In her later years, Lady Diana, “the people’s princess”, became the subject of a cult-like popular adoration. Her every deed was eagerly reported by the media, while paparazzi photos boosted sales of magazines. Diana was portrayed as a secular saint who travelled to distant countries to campaign against land mines; who visited sick children in hospital, and victims of famine and war. By contrast, the rest of the Royal family were reconfigured as her antagonists, resentful of her goodness and the widespread admiration she inspired.
There is, however, another way of reading Diana’s life: as a woman fully aware of her popular image, who often gave the press exactly what they wanted. As she rose in popular esteem she took her revenge on the snooty Royals, and on her faithless husband, Charles, with a mixture of highly visible good deeds and romantic scandals.
The truth is probably somewhere in-between. Nobody is entirely good or bad, nobody enjoys perfect control over the way they are perceived in the media. Diana was both kind and spiteful, dignified and immature, schemer and victim. In the eye of the camera everyone becomes an actor, and ultimately struggles to recover his or her true identity.
Today the Victorian “hero” has been supplanted by the celebrity.
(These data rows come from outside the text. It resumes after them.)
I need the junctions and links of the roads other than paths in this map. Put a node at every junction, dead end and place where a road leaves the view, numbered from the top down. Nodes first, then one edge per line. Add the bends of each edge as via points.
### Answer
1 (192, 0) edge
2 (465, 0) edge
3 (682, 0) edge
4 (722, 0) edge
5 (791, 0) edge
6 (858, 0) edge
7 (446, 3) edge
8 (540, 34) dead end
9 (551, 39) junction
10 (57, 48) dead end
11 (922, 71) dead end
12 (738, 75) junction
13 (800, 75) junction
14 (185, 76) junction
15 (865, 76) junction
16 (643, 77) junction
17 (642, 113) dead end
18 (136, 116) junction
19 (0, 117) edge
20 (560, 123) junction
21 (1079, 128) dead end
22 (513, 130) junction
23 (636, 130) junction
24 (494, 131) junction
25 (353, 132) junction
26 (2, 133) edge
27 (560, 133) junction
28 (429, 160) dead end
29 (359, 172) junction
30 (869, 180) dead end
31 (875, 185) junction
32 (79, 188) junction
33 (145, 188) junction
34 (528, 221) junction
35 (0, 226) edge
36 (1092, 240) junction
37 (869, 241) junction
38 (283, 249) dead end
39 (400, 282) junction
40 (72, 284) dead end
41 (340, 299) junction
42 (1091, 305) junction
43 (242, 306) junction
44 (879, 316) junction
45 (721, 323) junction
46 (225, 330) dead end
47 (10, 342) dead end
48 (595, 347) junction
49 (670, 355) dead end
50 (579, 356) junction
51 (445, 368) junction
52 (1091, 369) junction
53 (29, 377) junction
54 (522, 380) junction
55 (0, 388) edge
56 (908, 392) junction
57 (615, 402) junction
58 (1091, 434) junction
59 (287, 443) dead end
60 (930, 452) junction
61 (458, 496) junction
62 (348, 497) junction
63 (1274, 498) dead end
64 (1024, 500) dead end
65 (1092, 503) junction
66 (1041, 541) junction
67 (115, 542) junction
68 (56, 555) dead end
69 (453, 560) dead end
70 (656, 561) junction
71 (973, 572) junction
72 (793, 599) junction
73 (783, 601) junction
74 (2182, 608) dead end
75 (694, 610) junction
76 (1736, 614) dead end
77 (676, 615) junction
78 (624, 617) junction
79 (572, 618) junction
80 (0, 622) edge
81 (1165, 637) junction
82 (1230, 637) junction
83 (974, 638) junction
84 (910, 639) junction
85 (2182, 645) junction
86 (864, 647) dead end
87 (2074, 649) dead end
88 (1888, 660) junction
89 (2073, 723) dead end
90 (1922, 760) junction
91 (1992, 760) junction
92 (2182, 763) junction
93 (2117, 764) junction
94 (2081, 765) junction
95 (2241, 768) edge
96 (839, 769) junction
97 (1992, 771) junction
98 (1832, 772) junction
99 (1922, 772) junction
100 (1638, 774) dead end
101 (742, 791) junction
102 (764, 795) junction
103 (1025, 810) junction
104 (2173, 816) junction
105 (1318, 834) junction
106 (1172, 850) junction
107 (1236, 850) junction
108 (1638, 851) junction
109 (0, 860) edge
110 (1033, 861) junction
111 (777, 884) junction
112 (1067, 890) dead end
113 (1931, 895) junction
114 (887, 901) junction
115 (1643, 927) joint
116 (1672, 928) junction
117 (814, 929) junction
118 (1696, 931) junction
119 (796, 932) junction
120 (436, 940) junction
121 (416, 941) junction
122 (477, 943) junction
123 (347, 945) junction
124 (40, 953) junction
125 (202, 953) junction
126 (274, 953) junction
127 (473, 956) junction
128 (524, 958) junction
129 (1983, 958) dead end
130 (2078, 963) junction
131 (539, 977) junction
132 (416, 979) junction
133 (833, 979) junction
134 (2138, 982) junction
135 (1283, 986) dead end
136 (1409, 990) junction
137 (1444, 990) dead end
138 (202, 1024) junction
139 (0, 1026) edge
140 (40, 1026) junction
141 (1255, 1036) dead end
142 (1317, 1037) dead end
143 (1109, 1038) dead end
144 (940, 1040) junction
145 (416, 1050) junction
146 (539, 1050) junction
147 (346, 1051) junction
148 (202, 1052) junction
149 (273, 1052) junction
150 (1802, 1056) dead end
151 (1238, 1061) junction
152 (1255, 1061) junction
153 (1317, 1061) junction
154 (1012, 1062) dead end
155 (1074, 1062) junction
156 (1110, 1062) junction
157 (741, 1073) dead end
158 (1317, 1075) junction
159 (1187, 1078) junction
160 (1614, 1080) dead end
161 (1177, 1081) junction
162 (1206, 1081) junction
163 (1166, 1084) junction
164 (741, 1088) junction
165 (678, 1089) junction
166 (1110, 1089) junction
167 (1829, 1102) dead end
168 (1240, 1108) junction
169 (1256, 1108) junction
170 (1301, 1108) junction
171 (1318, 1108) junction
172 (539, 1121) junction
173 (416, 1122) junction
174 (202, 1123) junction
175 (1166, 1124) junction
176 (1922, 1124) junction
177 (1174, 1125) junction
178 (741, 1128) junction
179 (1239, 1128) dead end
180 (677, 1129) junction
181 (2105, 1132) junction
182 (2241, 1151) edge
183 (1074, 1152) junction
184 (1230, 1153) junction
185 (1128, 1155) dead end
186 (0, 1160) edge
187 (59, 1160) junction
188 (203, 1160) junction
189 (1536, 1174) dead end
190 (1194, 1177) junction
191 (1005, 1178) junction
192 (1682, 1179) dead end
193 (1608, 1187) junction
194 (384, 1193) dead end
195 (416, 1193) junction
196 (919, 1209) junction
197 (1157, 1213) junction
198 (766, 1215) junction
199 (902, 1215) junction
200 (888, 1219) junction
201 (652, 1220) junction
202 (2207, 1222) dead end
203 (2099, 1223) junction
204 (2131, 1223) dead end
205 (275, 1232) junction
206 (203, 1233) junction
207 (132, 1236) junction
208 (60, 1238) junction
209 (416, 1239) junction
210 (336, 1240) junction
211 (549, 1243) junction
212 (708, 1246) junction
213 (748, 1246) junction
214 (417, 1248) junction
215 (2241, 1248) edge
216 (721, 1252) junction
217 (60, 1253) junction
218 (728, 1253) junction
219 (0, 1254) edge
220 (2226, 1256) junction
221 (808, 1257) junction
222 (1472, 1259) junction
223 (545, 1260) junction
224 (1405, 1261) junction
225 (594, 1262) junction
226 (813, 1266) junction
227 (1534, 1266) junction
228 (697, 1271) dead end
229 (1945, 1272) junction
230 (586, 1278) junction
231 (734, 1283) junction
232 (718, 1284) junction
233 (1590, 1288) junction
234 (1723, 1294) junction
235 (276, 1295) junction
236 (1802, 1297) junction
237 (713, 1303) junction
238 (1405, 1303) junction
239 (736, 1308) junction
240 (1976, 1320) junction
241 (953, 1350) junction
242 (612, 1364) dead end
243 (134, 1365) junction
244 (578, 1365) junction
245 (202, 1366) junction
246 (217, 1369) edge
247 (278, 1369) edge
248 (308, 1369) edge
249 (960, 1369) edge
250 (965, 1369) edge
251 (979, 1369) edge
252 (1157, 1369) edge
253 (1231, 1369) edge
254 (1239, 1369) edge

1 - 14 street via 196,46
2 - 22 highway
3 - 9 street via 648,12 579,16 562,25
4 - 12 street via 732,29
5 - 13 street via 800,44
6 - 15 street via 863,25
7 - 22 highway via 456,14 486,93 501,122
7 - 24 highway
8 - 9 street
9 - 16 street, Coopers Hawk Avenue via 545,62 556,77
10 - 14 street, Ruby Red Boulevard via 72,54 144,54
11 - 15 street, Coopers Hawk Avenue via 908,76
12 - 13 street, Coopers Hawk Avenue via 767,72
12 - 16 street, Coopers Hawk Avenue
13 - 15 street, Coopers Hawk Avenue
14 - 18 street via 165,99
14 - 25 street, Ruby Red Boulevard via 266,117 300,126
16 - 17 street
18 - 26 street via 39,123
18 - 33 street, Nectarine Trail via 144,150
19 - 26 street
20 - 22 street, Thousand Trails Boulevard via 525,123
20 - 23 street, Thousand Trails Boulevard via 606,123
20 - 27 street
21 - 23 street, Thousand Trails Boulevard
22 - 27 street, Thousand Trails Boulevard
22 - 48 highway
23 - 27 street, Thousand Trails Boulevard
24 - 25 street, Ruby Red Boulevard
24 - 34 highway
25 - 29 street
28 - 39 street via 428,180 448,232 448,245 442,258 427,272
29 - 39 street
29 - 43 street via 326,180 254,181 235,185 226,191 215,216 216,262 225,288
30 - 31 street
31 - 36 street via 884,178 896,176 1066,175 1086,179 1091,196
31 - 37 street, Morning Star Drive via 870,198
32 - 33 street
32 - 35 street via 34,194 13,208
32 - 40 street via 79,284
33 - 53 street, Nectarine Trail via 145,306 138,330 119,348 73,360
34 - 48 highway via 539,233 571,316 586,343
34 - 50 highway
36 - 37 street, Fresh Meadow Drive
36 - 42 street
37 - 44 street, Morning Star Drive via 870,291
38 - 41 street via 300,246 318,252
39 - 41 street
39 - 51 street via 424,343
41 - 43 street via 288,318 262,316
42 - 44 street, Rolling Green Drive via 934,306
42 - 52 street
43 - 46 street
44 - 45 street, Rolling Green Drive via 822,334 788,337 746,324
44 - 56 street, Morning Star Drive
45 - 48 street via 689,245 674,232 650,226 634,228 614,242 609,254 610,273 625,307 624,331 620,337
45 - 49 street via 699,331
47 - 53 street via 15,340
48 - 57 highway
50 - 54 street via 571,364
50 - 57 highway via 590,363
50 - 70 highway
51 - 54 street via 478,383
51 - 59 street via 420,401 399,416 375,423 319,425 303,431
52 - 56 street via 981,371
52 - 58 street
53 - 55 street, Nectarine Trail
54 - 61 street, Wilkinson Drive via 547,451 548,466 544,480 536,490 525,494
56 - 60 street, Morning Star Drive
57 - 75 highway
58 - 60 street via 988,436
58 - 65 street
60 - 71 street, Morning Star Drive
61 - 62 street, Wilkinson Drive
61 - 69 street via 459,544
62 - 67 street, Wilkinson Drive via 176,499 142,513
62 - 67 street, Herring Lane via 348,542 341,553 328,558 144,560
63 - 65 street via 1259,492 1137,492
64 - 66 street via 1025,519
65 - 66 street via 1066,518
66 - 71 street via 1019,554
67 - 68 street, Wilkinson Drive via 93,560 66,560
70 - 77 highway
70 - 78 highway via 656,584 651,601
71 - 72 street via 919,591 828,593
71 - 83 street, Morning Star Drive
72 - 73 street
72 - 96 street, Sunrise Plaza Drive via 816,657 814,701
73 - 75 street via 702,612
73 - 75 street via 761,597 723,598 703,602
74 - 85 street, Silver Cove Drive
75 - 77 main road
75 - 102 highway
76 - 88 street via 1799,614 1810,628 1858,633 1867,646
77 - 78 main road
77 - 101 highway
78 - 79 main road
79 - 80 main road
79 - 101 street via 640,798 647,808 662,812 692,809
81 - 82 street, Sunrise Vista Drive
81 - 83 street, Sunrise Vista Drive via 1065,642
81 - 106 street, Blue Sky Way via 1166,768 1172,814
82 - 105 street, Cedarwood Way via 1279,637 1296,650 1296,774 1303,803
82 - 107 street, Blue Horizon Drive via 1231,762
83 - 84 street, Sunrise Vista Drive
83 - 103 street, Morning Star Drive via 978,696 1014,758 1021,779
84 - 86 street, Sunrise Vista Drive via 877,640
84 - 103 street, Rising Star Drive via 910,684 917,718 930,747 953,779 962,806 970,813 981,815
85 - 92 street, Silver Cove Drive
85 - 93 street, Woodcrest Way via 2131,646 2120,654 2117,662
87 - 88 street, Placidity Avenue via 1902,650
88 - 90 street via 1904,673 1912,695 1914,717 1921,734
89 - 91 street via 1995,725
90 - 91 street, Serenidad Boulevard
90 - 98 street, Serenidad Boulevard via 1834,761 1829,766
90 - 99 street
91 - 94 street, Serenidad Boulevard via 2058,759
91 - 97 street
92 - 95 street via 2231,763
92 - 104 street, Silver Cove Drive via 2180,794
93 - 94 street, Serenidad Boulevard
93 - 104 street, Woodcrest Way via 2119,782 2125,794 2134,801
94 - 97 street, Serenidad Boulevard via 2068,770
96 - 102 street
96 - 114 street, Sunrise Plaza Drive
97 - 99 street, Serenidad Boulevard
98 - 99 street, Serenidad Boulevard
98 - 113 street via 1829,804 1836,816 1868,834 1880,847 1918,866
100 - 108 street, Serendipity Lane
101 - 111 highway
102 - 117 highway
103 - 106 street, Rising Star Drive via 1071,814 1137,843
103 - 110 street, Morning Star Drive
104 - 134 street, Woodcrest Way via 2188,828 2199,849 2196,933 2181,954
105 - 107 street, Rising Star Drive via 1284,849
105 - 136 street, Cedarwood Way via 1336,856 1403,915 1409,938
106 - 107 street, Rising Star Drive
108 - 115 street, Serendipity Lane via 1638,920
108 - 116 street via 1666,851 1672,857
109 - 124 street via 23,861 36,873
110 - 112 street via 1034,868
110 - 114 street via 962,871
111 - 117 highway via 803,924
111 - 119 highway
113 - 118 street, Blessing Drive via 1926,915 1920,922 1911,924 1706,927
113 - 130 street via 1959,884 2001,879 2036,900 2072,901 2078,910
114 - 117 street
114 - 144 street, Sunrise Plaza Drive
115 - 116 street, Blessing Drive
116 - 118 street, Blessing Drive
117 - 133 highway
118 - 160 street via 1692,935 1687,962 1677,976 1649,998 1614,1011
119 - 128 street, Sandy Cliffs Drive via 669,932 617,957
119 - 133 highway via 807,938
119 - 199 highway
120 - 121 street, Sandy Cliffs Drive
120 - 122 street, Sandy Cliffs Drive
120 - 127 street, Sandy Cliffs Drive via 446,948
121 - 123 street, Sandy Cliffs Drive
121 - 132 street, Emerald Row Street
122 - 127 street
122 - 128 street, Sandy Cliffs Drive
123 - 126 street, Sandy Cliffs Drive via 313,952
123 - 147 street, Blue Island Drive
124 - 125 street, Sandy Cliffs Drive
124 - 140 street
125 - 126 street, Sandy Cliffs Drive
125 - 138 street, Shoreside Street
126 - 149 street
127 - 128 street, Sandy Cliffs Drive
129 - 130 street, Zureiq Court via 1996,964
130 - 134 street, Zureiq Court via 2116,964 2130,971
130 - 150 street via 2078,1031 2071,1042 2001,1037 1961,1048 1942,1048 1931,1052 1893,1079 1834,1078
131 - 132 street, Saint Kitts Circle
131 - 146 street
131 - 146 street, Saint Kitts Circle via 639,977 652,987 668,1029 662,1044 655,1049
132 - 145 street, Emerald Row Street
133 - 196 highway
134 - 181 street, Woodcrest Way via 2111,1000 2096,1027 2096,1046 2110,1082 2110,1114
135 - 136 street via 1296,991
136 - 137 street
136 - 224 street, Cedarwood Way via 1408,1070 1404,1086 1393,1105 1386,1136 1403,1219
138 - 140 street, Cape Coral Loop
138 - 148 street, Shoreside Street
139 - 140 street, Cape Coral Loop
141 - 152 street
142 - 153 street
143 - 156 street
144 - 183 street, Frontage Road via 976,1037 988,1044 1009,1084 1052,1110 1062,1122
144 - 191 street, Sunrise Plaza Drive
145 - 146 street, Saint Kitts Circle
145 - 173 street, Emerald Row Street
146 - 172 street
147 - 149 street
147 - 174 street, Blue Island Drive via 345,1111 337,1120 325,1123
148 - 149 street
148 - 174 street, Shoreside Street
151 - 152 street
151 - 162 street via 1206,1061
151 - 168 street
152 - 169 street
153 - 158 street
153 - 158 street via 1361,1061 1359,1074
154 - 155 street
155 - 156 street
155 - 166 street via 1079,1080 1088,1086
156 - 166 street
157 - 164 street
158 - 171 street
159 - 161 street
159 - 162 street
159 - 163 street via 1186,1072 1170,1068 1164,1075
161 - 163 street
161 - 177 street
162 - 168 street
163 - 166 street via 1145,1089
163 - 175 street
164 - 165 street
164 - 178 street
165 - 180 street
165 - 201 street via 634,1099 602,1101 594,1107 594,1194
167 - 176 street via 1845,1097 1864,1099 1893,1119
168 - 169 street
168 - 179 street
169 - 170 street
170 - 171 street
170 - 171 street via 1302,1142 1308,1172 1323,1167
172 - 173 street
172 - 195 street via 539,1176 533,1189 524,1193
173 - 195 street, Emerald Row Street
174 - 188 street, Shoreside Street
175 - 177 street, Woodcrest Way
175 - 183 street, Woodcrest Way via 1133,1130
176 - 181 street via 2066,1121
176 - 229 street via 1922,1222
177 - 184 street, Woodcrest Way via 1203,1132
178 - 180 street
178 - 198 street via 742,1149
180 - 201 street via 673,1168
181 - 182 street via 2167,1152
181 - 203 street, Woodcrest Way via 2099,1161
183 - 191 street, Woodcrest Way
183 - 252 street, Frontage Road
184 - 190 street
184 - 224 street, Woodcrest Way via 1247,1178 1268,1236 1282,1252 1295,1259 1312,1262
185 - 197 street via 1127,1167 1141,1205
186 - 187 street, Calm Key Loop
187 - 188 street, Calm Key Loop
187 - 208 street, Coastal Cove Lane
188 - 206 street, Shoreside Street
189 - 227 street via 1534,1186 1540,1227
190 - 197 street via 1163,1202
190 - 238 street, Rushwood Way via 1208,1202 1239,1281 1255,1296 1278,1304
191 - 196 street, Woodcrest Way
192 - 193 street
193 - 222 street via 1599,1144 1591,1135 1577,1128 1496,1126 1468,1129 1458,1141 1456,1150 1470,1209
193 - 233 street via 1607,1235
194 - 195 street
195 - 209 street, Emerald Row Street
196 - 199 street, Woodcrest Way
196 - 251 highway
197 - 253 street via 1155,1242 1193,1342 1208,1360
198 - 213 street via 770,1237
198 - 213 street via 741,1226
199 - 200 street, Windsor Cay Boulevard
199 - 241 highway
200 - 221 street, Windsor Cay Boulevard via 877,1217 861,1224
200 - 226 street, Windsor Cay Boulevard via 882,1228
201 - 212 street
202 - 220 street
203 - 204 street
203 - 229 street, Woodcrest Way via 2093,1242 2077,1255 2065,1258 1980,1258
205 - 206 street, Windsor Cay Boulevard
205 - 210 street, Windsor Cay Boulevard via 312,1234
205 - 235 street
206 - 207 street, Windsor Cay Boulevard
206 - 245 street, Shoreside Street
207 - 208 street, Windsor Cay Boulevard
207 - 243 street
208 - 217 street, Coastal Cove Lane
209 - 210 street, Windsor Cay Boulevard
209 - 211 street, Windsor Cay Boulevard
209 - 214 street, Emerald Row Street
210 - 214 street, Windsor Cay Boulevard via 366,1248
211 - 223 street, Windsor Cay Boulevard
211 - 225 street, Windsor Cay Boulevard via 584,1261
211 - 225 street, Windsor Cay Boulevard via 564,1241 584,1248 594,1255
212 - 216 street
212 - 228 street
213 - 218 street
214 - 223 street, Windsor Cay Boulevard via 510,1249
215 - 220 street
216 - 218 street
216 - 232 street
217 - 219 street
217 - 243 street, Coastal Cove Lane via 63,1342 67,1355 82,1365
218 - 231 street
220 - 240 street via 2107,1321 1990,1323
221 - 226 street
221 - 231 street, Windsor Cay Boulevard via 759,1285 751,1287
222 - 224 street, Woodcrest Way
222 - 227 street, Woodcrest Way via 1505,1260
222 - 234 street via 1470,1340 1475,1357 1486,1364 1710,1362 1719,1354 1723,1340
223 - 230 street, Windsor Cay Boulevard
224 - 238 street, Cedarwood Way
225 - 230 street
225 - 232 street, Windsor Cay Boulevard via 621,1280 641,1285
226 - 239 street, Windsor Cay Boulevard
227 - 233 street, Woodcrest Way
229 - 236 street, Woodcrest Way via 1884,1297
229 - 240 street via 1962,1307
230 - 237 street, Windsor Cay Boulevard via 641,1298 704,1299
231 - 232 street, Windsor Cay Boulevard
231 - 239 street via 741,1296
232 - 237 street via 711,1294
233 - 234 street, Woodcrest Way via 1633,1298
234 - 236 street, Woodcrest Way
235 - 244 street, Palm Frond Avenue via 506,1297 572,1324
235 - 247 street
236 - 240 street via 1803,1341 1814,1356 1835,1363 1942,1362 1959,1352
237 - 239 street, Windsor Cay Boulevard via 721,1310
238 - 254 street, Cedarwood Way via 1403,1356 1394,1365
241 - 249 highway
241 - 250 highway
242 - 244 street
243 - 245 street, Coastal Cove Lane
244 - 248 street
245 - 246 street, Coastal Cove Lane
In place of the scruffy old poets, statesmen, matrons and scientists worshipped in the 19th century, we lavish attention on pop singers, movie stars and socialites. Where the Victorians believed people should be honoured for their achievements and character, we are more interested in how a celebrity looks, the things he or she wears, and who they’re going out with. None of this translates readily into bronze.
Our fascination with the ephemeral idea of ‘celebrity’ (There are conventions in the United States where one can obtain autographs and merchandise from former celebrities), is an implicit admission that people are complex and changeable. The inflexible temperament captured in stone or bronze has given way to a recognition that human beings are too contradictory to be summed up in such a simplistic manner.
The result is that bronze statues now run the risk of being viewed as Kitsch – that is, as items of overblown, false emotion, masquerading as high art. Sculptor, Ian Rank-Broadley, has sailed perilously close to the winds with an image of a rather stern-looking Diana surrounded by a anonymous, multicultural trio of small children. This is presumably meant to signify the Princess’s great compassion, but “compassion” is an abstract quality that quickly degrades into sentimentality in the hands of most artists. Think of all that decorative poverty in Victorian art: those poor urchins subsiding in the streets; the sick mothers reaching out to their weeping offspring; the death of Little Nell!
Children, like kittens and puppies, are notorious agents of Kitsch as it’s very hard to portray them without conjuring up saccharine ideas of cuteness and innocence. Rank-Broadley’s statue is a prime offender. People keep asking: “Who are those kids?” Answer: they are the embodiment of childhood innocence.
What we are left with is a Victorian-style monument to an archetypal 20th century celebrity. The attempt to imbue the subject with dignity and grandeur looks merely stiff and pompous. If there were any doubt that the celebrity side of Diana is ultimately stronger than the heroic aspect, one might look at the media emphasis on whether the statue will help reunite the two estranged brothers, William and Harry. It’s a story of mythic proportions: two princes rediscover a loving bond in front of a large bronze effigy of the Great Mother. Only one small question remains: “Who the hell are those kids?”